In most divorce cases, the court encourages couples to resolve their differences on all divorce-related issues and work together to reach a final agreement. However, there are some circumstances in which court intervention is necessary.
One of those circumstances is domestic violence against a spouse and/or the children. Domestic violence takes a variety of forms, such as physical abuse, emotional abuse, sexual abuse, and even financial abuse.
If you are a victim of domestic violence and interested in filing for a divorce in Illinois, your attorney can help you understand how the abuse can impact your case.
Not only does an order of protection—also known as a restraining order—forces your spouse to stop abusing and contacting you and your family members, but it can also protect your marital property and prevent financial abuse. For example, if an abusive spouse attempts to deny the other spouse access to marital property or sell assets and keep the profit, a protective order can restrict such actions.
Additionally, a judge will consider domestic violence a factor in dividing property. The abused spouse may be awarded enough assets to become independent and self-supporting after divorce.
Child Custody & Visitation
Domestic violence can significantly impact parenting time in Illinois. A judge will decide child custody and visitation matters based on the best interests of the child. If a parent abuses or threatens the child, the child witnesses a parent abuse the other parent, or the nature of the domestic abuse is serious and ongoing, then the court will likely give one spouse sole custody of the child and order supervised parenting time. In extreme cases, the court may deny parenting time.
Criminal Charges for Domestic Violence
Remember, domestic violence and violating a protective order are criminal offenses in Illinois. If you feel like you or your children are in immediate danger of violence, you must call the police and have your spouse arrested.

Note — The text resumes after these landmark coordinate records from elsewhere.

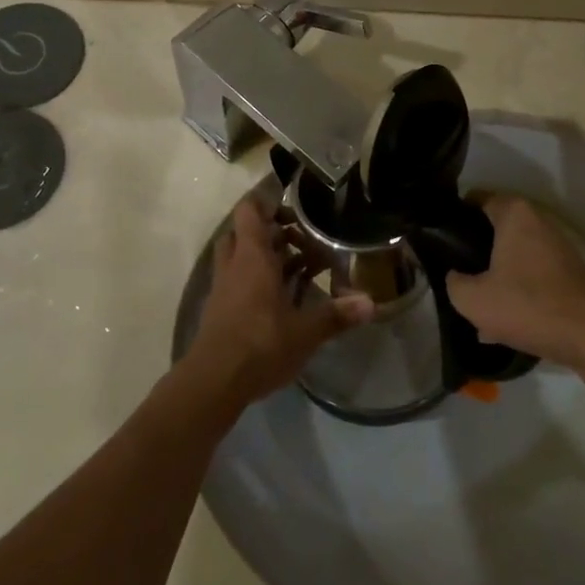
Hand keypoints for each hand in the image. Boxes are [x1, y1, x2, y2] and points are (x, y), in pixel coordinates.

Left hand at [185, 197, 373, 407]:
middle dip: (271, 232)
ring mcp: (224, 287)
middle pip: (245, 232)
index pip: (250, 211)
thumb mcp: (305, 332)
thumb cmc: (260, 344)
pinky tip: (281, 299)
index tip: (293, 209)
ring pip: (240, 256)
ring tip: (298, 268)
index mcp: (253, 257)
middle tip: (300, 241)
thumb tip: (371, 303)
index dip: (267, 203)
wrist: (213, 382)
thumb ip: (336, 315)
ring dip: (265, 257)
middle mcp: (234, 265)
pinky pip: (238, 280)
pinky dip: (257, 280)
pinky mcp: (220, 309)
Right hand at [446, 197, 584, 369]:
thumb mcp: (473, 299)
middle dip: (475, 250)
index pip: (476, 199)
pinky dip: (517, 291)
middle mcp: (538, 220)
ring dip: (496, 275)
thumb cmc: (528, 304)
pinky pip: (532, 276)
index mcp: (514, 213)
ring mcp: (557, 246)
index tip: (440, 238)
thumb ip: (453, 283)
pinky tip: (502, 323)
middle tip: (455, 272)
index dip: (454, 216)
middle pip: (496, 229)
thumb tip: (455, 276)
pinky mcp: (568, 272)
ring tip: (476, 302)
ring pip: (514, 256)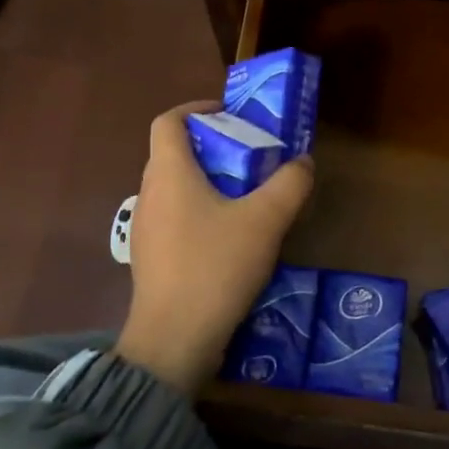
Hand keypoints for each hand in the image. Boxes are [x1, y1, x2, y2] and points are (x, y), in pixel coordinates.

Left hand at [115, 102, 314, 395]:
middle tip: (250, 155)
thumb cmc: (215, 268)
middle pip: (173, 153)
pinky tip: (229, 238)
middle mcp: (149, 194)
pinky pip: (175, 218)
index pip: (168, 121)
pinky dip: (199, 212)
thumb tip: (303, 162)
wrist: (173, 341)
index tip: (229, 114)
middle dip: (211, 146)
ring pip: (175, 188)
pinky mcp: (150, 258)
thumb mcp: (265, 221)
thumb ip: (289, 185)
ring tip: (246, 196)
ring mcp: (145, 229)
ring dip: (207, 181)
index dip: (196, 108)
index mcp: (169, 174)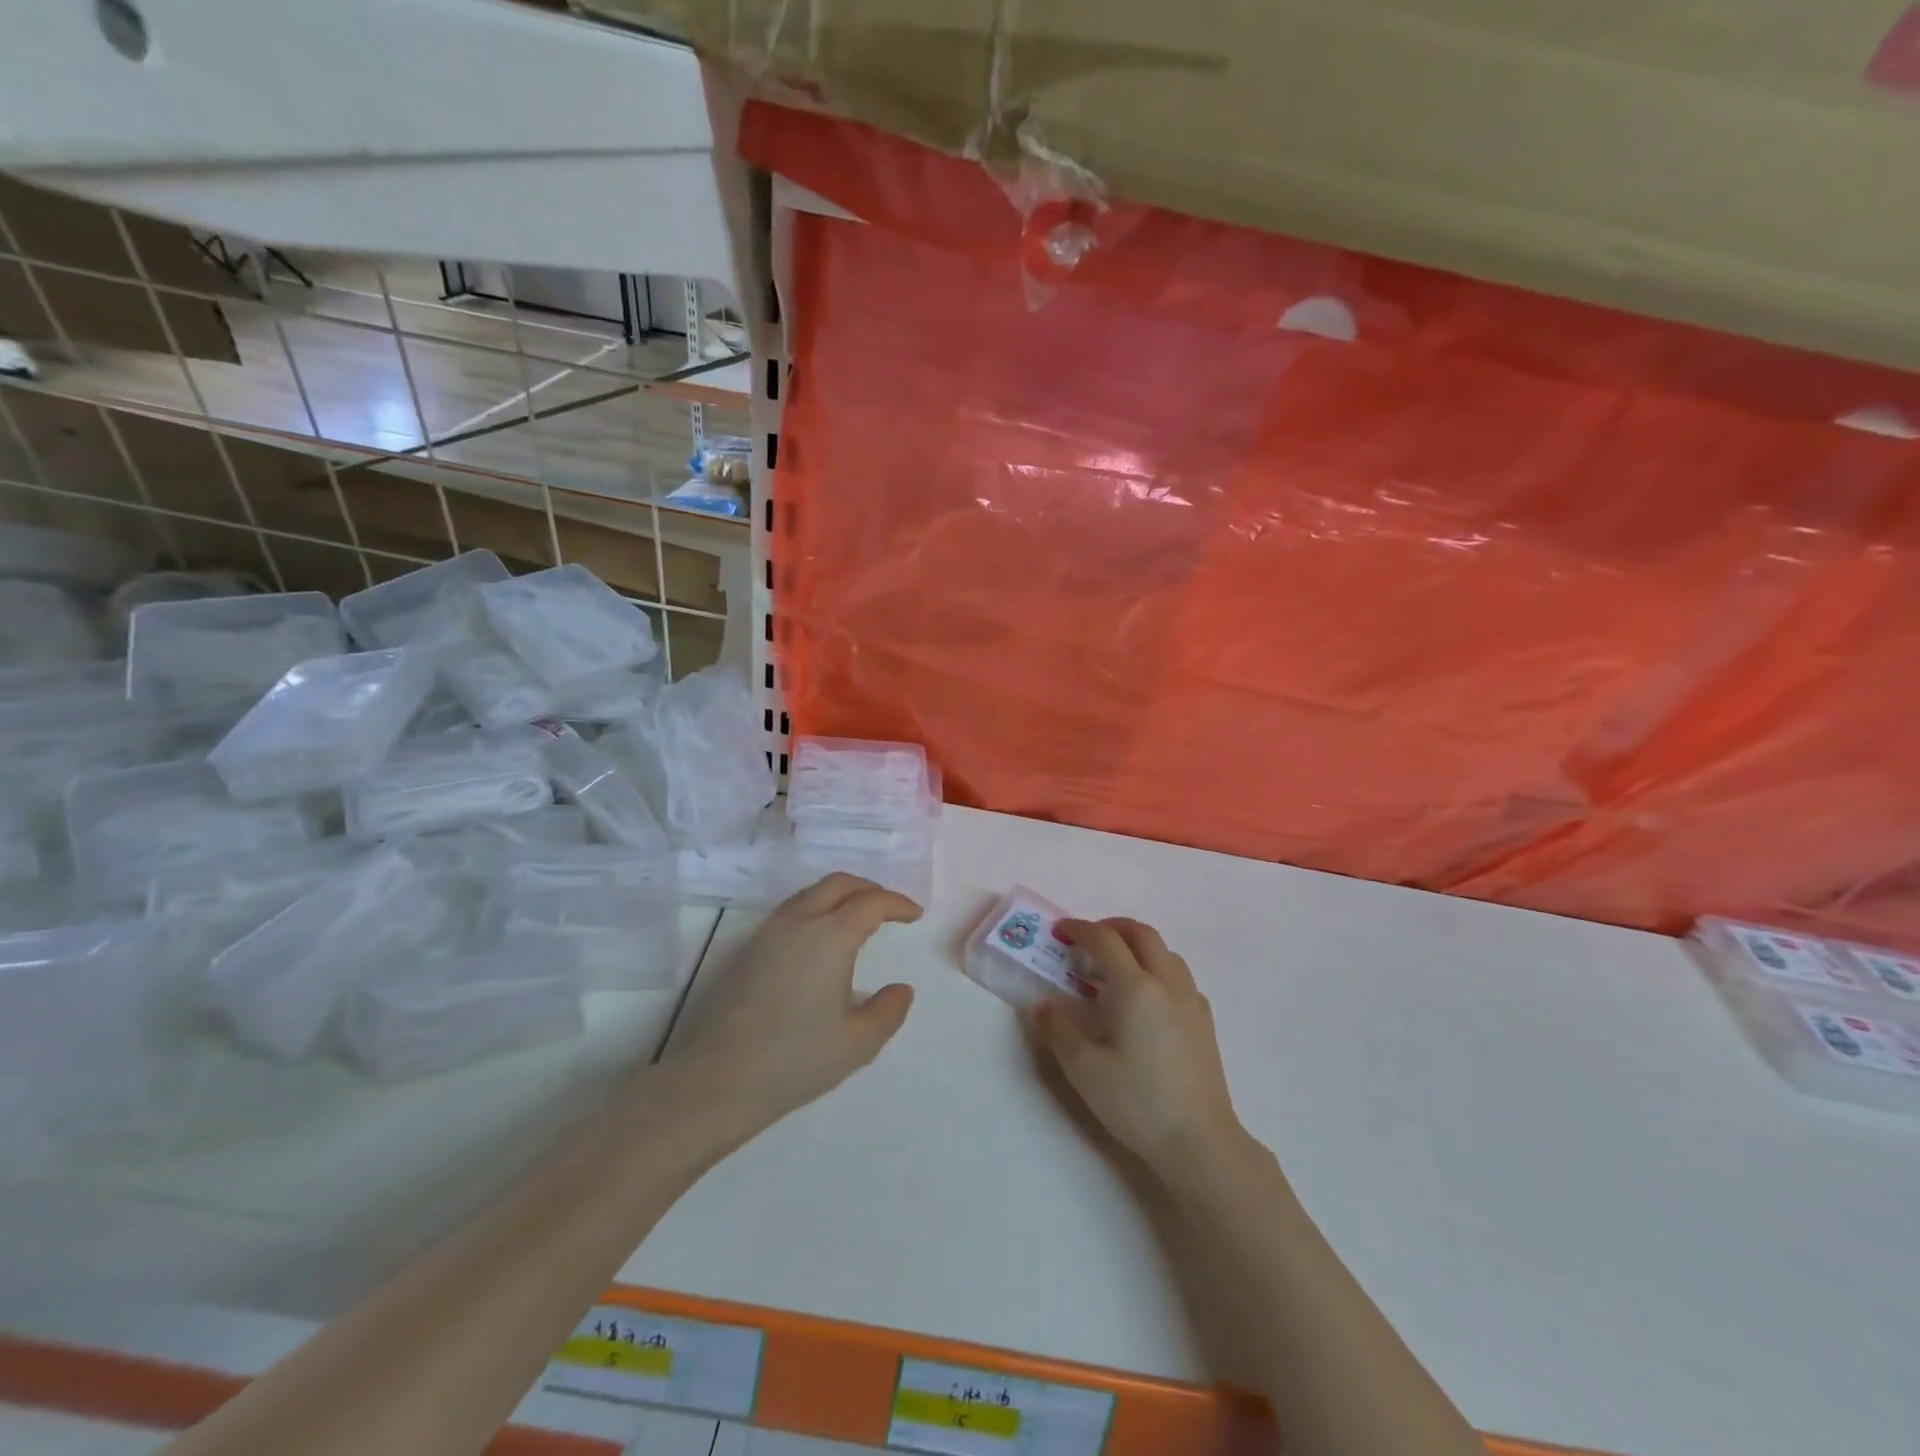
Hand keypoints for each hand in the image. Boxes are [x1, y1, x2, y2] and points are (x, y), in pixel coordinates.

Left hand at [666, 873, 919, 1131]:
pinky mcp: (747, 948)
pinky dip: (817, 909)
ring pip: (811, 893)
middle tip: (889, 909)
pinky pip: (791, 910)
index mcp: (830, 936)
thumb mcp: (858, 1043)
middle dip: (869, 889)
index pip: (871, 902)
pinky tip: (821, 941)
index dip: (897, 903)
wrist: (717, 1080)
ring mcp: (768, 932)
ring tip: (857, 921)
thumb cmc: (795, 1060)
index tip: (914, 915)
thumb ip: (889, 1011)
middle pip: (839, 883)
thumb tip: (902, 989)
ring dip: (840, 896)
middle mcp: (798, 921)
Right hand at [1028, 918, 1240, 1179]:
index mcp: (1136, 988)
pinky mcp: (1204, 1020)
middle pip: (1141, 933)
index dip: (1080, 929)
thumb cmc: (1137, 1102)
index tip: (1060, 931)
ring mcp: (1191, 1000)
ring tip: (1114, 967)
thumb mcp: (1083, 1069)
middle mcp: (1167, 983)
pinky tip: (1144, 998)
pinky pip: (1178, 975)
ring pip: (1164, 951)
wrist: (1199, 1141)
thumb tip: (1043, 1004)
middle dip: (1111, 927)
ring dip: (1136, 945)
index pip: (1105, 940)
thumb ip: (1058, 1029)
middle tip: (1087, 939)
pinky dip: (1156, 967)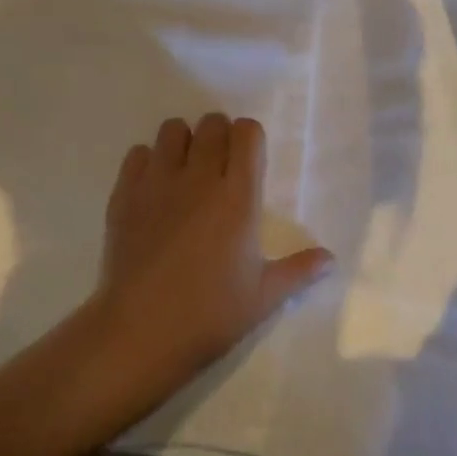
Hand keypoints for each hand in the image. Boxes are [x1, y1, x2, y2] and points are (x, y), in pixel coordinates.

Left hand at [86, 115, 332, 412]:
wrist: (141, 332)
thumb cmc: (210, 315)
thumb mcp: (264, 297)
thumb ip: (298, 270)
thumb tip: (330, 259)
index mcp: (237, 196)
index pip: (247, 133)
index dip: (249, 138)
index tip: (248, 159)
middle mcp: (199, 177)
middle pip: (211, 124)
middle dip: (219, 135)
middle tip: (218, 165)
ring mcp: (158, 181)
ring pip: (173, 130)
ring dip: (183, 142)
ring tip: (185, 171)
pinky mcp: (125, 193)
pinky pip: (138, 153)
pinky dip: (148, 162)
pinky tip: (153, 189)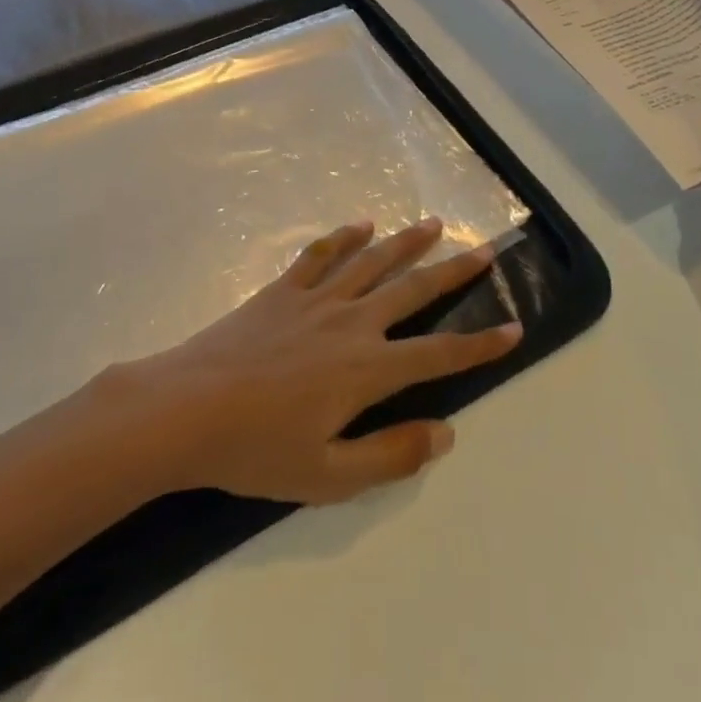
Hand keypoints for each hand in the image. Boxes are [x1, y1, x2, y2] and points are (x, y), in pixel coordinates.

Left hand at [108, 218, 521, 504]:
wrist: (186, 408)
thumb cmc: (256, 450)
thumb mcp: (328, 477)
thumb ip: (390, 455)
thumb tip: (445, 433)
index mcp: (366, 369)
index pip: (439, 354)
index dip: (480, 345)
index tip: (514, 327)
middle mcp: (350, 323)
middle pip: (413, 290)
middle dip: (453, 272)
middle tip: (485, 250)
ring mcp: (315, 300)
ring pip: (372, 262)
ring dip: (406, 242)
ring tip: (434, 224)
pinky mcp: (282, 290)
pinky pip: (321, 255)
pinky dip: (344, 238)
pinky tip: (361, 225)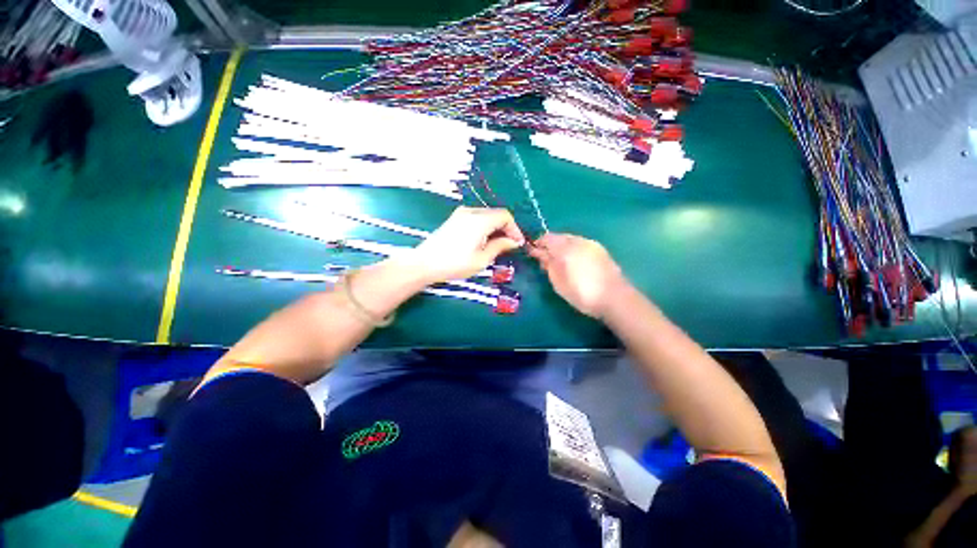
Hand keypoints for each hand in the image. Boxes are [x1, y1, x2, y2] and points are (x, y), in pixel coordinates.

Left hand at [407, 207, 524, 283]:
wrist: (425, 263)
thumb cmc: (455, 264)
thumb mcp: (482, 259)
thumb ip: (499, 247)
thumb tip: (513, 241)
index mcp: (480, 220)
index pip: (505, 216)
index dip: (515, 229)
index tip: (517, 243)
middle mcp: (471, 212)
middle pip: (496, 214)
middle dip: (506, 228)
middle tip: (509, 245)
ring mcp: (461, 214)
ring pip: (486, 215)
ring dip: (495, 227)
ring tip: (497, 245)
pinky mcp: (454, 219)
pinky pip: (476, 218)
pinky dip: (485, 226)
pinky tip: (483, 241)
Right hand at [529, 233, 626, 318]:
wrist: (615, 298)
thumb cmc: (581, 293)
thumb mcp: (558, 282)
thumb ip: (548, 265)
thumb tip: (540, 254)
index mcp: (564, 248)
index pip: (546, 238)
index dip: (537, 244)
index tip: (532, 253)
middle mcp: (577, 240)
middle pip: (558, 237)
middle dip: (550, 245)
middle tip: (545, 259)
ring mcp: (590, 243)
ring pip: (570, 239)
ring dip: (561, 246)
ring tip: (560, 261)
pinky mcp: (600, 249)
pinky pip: (580, 244)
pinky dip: (573, 249)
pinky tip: (574, 261)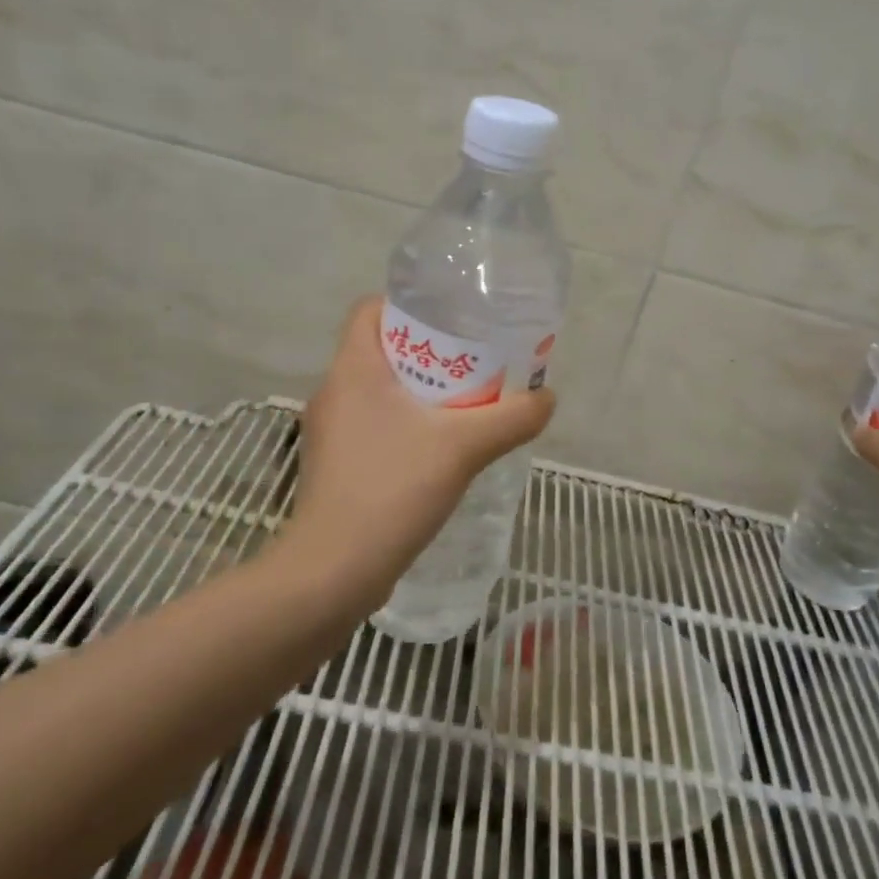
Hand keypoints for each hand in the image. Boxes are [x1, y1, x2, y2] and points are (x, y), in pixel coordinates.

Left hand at [280, 295, 556, 597]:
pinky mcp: (336, 466)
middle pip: (382, 350)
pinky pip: (375, 426)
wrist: (334, 572)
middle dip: (429, 353)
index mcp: (353, 369)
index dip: (409, 306)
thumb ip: (512, 417)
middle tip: (475, 364)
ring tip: (465, 406)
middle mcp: (334, 392)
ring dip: (420, 393)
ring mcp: (331, 433)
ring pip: (380, 392)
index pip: (370, 310)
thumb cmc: (392, 489)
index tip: (453, 321)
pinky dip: (407, 426)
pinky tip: (440, 451)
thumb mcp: (464, 447)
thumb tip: (547, 398)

Proving Domestic Violence in a Divorce Case
You must have evidence of domestic violence in order to support your claims during the divorce proceedings. Common types of evidence include text messages, e-mails, photos, videos, police reports, and medical records.
If you have been the victim of abuse and you are afraid to file for divorce, let our Chicago legal team at the Law Offices of Jonathan Merel, P.C. protect your rights and best interests. Call (312) 487-2795 or fill out our online contact form today for a free phone consultation.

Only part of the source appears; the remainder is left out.